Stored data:
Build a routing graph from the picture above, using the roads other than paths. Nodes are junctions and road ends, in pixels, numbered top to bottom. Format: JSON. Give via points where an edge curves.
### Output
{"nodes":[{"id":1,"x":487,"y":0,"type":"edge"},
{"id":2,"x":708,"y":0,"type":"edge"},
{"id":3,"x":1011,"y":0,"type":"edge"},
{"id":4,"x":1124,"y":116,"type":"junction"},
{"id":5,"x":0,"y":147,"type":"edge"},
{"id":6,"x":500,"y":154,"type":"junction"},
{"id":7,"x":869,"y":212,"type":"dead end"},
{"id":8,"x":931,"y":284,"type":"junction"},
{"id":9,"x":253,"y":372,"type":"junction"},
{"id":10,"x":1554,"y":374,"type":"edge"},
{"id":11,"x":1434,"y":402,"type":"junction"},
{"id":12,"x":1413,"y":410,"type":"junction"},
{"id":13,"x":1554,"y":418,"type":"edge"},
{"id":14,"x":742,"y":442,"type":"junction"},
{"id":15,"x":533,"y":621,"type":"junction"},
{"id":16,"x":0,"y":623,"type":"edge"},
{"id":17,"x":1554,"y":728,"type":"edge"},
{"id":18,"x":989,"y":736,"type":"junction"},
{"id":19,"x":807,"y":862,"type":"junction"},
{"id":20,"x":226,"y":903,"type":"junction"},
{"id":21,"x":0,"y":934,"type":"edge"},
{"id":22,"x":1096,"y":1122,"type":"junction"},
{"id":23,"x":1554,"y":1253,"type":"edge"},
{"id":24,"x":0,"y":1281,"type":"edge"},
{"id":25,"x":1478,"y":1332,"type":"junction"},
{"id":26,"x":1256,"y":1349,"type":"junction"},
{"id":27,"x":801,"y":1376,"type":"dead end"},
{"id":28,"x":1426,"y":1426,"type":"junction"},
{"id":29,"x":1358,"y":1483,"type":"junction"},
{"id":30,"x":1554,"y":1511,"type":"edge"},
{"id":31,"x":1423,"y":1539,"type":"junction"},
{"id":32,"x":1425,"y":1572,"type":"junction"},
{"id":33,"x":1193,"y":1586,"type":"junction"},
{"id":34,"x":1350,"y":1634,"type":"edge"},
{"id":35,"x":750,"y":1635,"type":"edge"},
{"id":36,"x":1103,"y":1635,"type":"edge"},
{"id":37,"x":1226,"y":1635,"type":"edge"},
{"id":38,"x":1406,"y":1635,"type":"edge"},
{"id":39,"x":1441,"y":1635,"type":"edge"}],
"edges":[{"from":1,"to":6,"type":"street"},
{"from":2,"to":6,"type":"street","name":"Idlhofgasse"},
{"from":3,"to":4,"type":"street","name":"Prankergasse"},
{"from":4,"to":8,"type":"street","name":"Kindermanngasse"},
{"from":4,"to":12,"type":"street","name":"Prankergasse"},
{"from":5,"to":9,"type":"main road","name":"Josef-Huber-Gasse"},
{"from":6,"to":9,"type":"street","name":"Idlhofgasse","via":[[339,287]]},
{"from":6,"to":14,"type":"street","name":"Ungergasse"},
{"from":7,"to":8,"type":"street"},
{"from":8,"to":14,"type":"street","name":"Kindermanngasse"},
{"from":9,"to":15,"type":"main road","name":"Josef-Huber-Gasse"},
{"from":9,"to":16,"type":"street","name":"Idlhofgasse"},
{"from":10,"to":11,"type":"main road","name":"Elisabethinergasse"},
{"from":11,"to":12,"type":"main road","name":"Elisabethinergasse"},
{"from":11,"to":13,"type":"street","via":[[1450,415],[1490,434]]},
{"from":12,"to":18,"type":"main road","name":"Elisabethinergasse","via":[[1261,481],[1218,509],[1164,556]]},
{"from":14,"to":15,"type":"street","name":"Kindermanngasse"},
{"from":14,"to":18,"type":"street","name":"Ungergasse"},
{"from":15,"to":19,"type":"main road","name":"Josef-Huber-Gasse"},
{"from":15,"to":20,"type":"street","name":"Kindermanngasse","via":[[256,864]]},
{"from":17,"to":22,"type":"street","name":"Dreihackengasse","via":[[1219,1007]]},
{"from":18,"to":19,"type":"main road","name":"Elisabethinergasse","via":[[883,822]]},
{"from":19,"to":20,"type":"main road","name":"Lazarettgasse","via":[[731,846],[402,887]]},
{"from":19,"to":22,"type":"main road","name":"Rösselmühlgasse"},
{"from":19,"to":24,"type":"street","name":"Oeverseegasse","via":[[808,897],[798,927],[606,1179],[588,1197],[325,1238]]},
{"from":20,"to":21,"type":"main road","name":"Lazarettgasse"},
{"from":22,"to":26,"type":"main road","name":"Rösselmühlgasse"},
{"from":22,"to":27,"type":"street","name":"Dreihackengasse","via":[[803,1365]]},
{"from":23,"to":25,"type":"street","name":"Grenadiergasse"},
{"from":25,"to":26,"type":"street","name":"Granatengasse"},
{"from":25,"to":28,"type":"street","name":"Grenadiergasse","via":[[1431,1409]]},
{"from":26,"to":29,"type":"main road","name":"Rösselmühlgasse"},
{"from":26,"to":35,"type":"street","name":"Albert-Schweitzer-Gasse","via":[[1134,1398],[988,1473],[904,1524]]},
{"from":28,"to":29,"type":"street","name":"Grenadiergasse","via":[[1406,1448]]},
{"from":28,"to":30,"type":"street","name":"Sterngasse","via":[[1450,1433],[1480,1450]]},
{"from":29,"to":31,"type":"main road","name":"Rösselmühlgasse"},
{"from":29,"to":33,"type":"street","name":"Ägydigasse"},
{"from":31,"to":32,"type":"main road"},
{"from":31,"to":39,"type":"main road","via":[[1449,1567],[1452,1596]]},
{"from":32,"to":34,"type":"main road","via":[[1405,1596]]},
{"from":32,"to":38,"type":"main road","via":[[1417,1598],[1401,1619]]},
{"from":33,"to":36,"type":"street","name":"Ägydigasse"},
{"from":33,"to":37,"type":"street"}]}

* Task requirements
Nothing but a number is expected: the tally of lines in the records that include the word "Josef".

* Output of the exercise
3